- The Washington Times - Friday, September 13, 2002

A Montana senator called on the United States to import more oil from Russia yesterday, becoming the latest policy-maker to endorse a stronger alliance between the two nations on energy matters.

Sen. Conrad Burns, a Republican, said Russia and the Caspian states present the best opportunity for the United States to reduce its dependence on Middle Eastern oil, especially from rogue nations such as Iraq.

The United States imports 23.7 percent of its oil from Saudi Arabia and Iraq, but virtually none from the Caspian region, even though it is the source of an estimated 33 billion barrels of oil reserves.

"Last year we sent $4 billion to Saddam Hussein in oil money. Some of our allies call it oil-for-food.
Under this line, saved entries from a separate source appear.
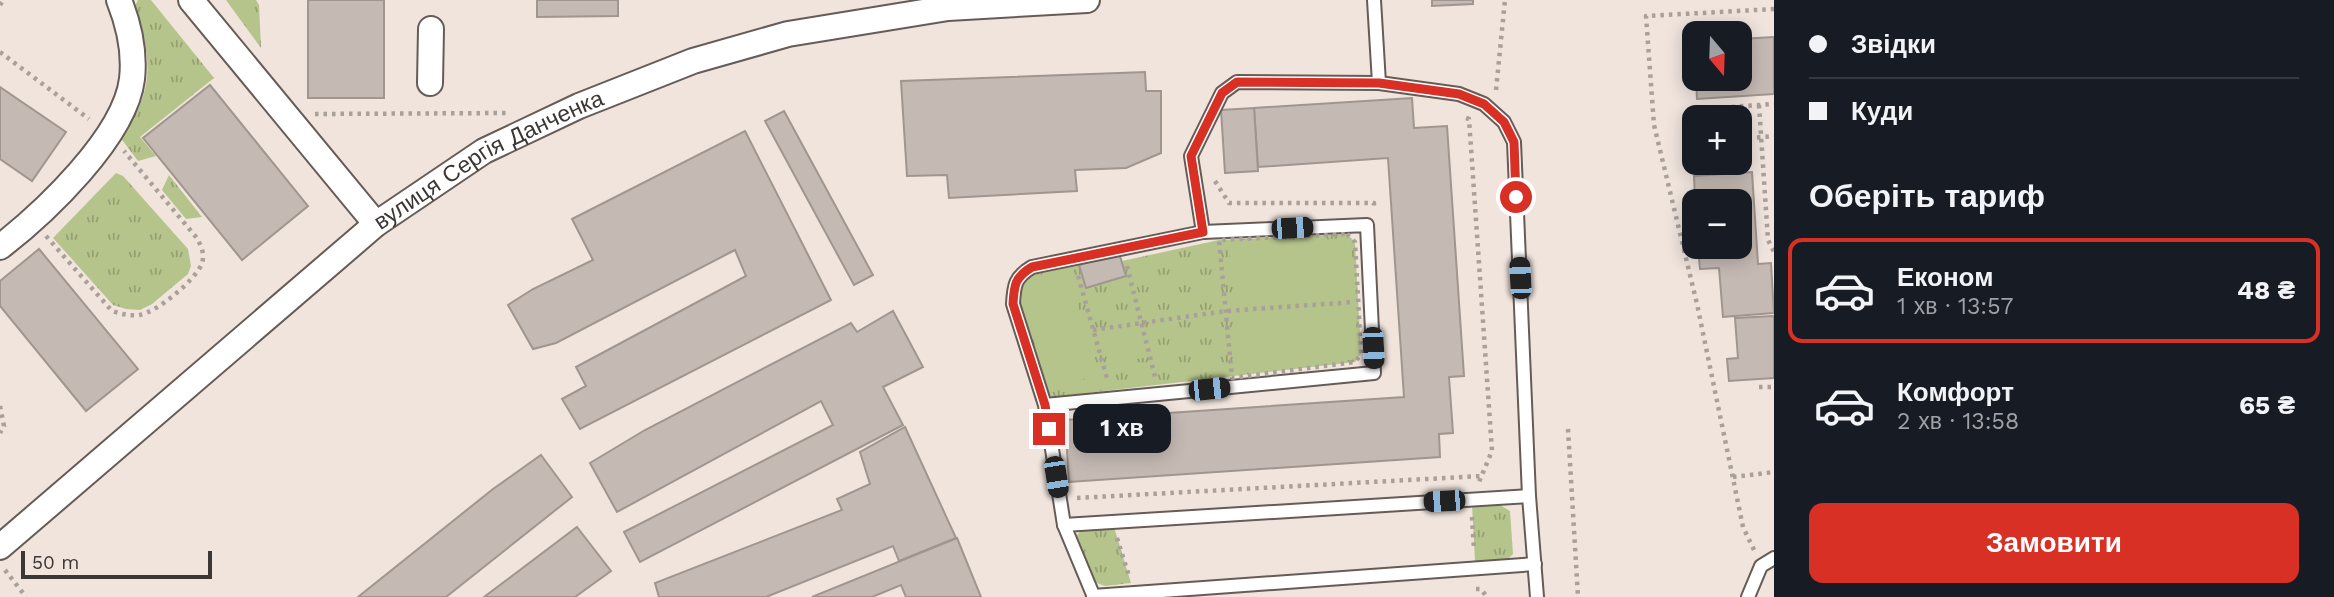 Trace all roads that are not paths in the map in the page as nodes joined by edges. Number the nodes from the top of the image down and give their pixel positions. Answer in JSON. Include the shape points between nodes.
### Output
{"nodes":[{"id":1,"x":119,"y":0,"type":"edge"},
{"id":2,"x":191,"y":0,"type":"edge"},
{"id":3,"x":1087,"y":0,"type":"edge"},
{"id":4,"x":1374,"y":0,"type":"edge"},
{"id":5,"x":431,"y":29,"type":"dead end"},
{"id":6,"x":430,"y":83,"type":"dead end"},
{"id":7,"x":1379,"y":83,"type":"junction"},
{"id":8,"x":376,"y":224,"type":"junction"},
{"id":9,"x":1203,"y":232,"type":"junction"},
{"id":10,"x":0,"y":247,"type":"edge"},
{"id":11,"x":1045,"y":405,"type":"junction"},
{"id":12,"x":1530,"y":496,"type":"junction"},
{"id":13,"x":1064,"y":525,"type":"junction"},
{"id":14,"x":0,"y":547,"type":"edge"},
{"id":15,"x":1774,"y":558,"type":"edge"},
{"id":16,"x":1535,"y":564,"type":"junction"},
{"id":17,"x":1093,"y":596,"type":"edge"},
{"id":18,"x":1537,"y":597,"type":"edge"},
{"id":19,"x":1748,"y":597,"type":"edge"}],
"edges":[{"from":1,"to":10,"type":"street","via":[[131,39],[132,80],[122,110],[61,193]]},
{"from":2,"to":8,"type":"street"},
{"from":3,"to":8,"type":"street","name":"вулиця Сергія Данченка","via":[[948,8],[788,34],[693,61],[579,106],[484,151]]},
{"from":4,"to":7,"type":"lane"},
{"from":5,"to":6,"type":"street"},
{"from":7,"to":9,"type":"lane","via":[[1237,82],[1222,93],[1191,156]]},
{"from":7,"to":12,"type":"lane","via":[[1459,94],[1484,104],[1504,122],[1514,142]]},
{"from":8,"to":14,"type":"street","name":"вулиця Сергія Данченка"},
{"from":9,"to":11,"type":"lane","via":[[1032,267],[1021,274],[1013,304]]},
{"from":9,"to":11,"type":"lane","via":[[1367,225],[1374,373]]},
{"from":11,"to":13,"type":"lane"},
{"from":12,"to":13,"type":"lane"},
{"from":12,"to":16,"type":"lane"},
{"from":13,"to":17,"type":"lane"},
{"from":15,"to":19,"type":"lane","via":[[1761,566]]},
{"from":16,"to":17,"type":"lane"},
{"from":16,"to":18,"type":"lane"}]}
I think it is oil-for-terror," Mr. Burns said in a speech to the National Press Club in Washington.

His remarks came one day after former CIA Director James Woolsey urged the Bush administration to rethink its energy policy, saying changes are needed if the nation wants to win the war on terrorism.

Oil wealth in the Middle East helps sustain terrorism, Mr. Woolsey said.
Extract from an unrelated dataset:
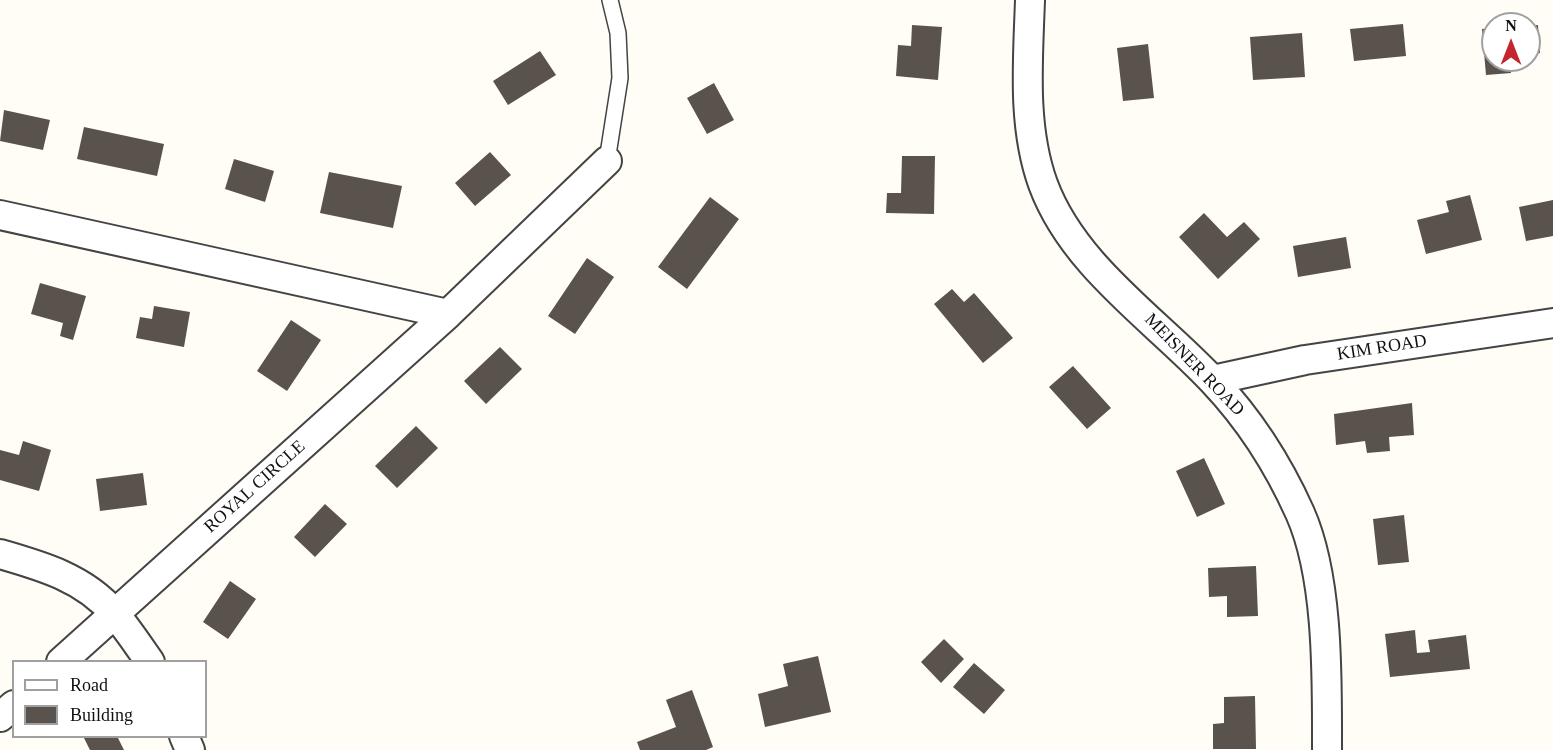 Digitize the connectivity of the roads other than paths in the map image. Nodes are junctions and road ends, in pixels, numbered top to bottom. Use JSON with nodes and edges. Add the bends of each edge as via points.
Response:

"They understand the leverage they hold has a lot to do with our own behavior, and we must start to understand that as well," he said.
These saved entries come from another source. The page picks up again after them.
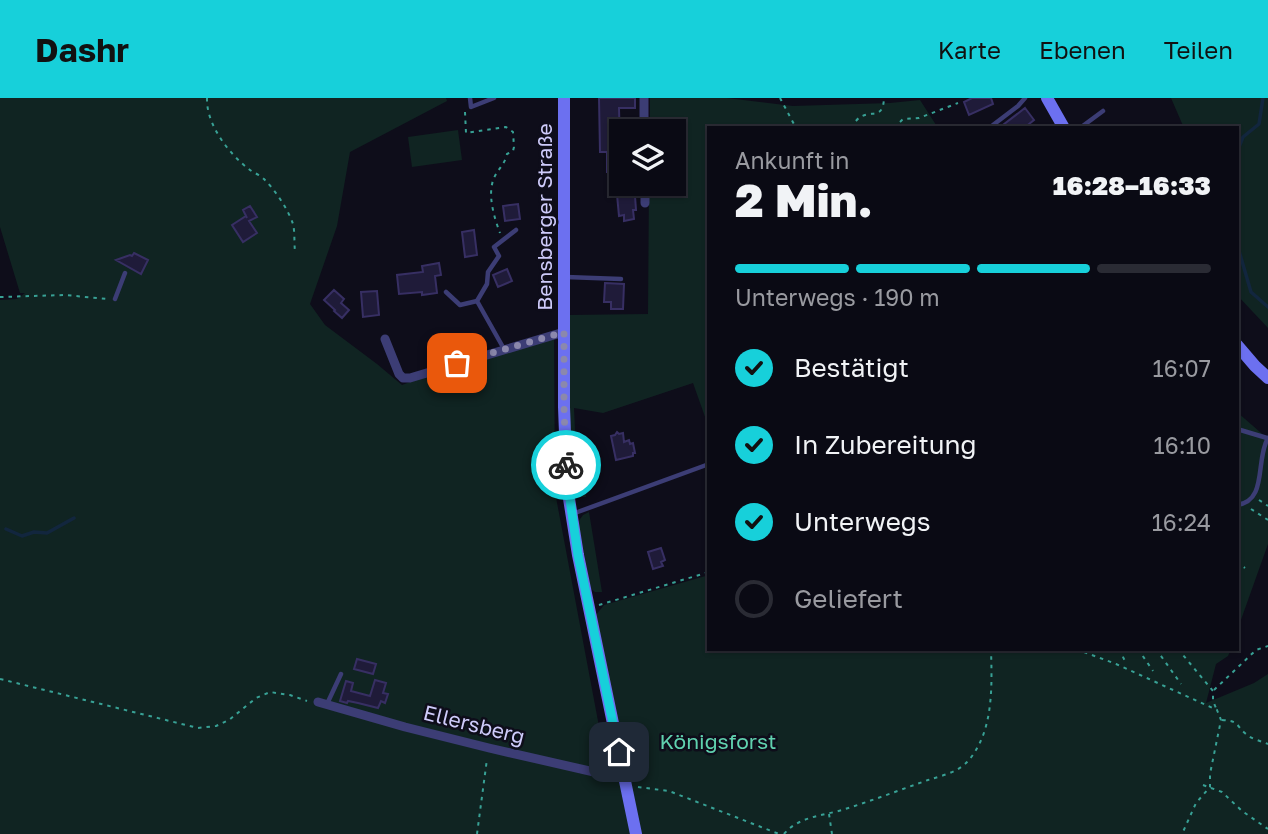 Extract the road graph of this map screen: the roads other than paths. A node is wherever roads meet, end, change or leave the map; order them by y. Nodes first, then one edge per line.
1 (470, 98) edge
2 (494, 98) edge
3 (564, 98) edge
4 (644, 98) edge
5 (1025, 98) edge
6 (1047, 98) edge
7 (1103, 111) dead end
8 (644, 119) edge
9 (993, 125) dead end
10 (1059, 125) edge
11 (1083, 126) edge
12 (645, 196) edge
13 (645, 202) dead end
14 (516, 230) dead end
15 (125, 273) dead end
16 (564, 277) junction
17 (621, 279) dead end
18 (446, 292) dead end
19 (115, 299) dead end
20 (477, 301) junction
21 (564, 332) junction
22 (385, 339) dead end
23 (1239, 347) edge
24 (504, 349) junction
25 (1268, 378) edge
26 (1239, 430) edge
27 (1267, 438) edge
28 (707, 465) edge
29 (1239, 505) edge
30 (572, 514) junction
31 (341, 674) dead end
32 (323, 703) joint
33 (625, 781) junction
34 (636, 834) edge

1 - 2 lane
3 - 16 main road, Bensberger Straße
4 - 8 street
5 - 9 lane
6 - 10 main road
7 - 11 lane
12 - 13 street
14 - 20 lane
15 - 19 lane
16 - 17 lane
16 - 21 main road, Bensberger Straße
18 - 20 lane
20 - 24 lane
21 - 24 street
21 - 30 main road, Bensberger Straße
22 - 24 street
23 - 25 main road
26 - 27 lane
27 - 29 lane
28 - 30 lane
30 - 33 main road, Bensberger Straße
31 - 32 lane
32 - 33 street, Ellersberg
33 - 34 main road, Bensberger Straße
Mr. Woolsey urged the Bush administration to increase Russian oil production by 50 percent, and also called for increasing the Strategic Petroleum Reserve to 1 billion barrels.

The biggest impediment to the United States' importing more oil from Russia has been transportation, according to Ed Porter, an analyst for the American Petroleum Institute, an industry trade group.

"You have to have big pipelines that go across a lot of land in order to get your product to market," Mr. Porter said.

A $3 billion pipeline from Baku a city on the western shore of the Caspian Sea to Ceyhan, Turkey, is slated to open in 2005, making the export of Russian oil easier, he said.

Mr. Burns, a member of the Senate Appropriations Committee, said the United States welcomes "the construction of Caspian pipelines, which can unleash millions of barrels of landlocked oil."

U.S. business leaders say crime also has been an impediment to doing business in Russia. Mr. Burns urged Russia to fight crime and implement financial reforms.

Mr. Burns' speech came just a few hours after a top executive in Russia's biggest oil company was seized by masked gunmen on his way to work.

Lukoil Chief Financial Officer Sergei Kukura, 53, was being taken to work by his driver-bodyguard when his car was stopped by abductors armed with Kalashnikov rifles, the company's press service said. Mr. Kukura was driven away in a second vehicle.

No shots were fired and Mr. Kukura's bodyguard was not harmed. Police are investigating, the press service said.

Lukoil is Russia's biggest oil company, accounting for more than 20 percent of Russia's oil exports. The state owns a 7.5 percent stake in the company, which last month became the first Russian company to list its shares on the London Stock Exchange.


This article is based in part on wire service reports.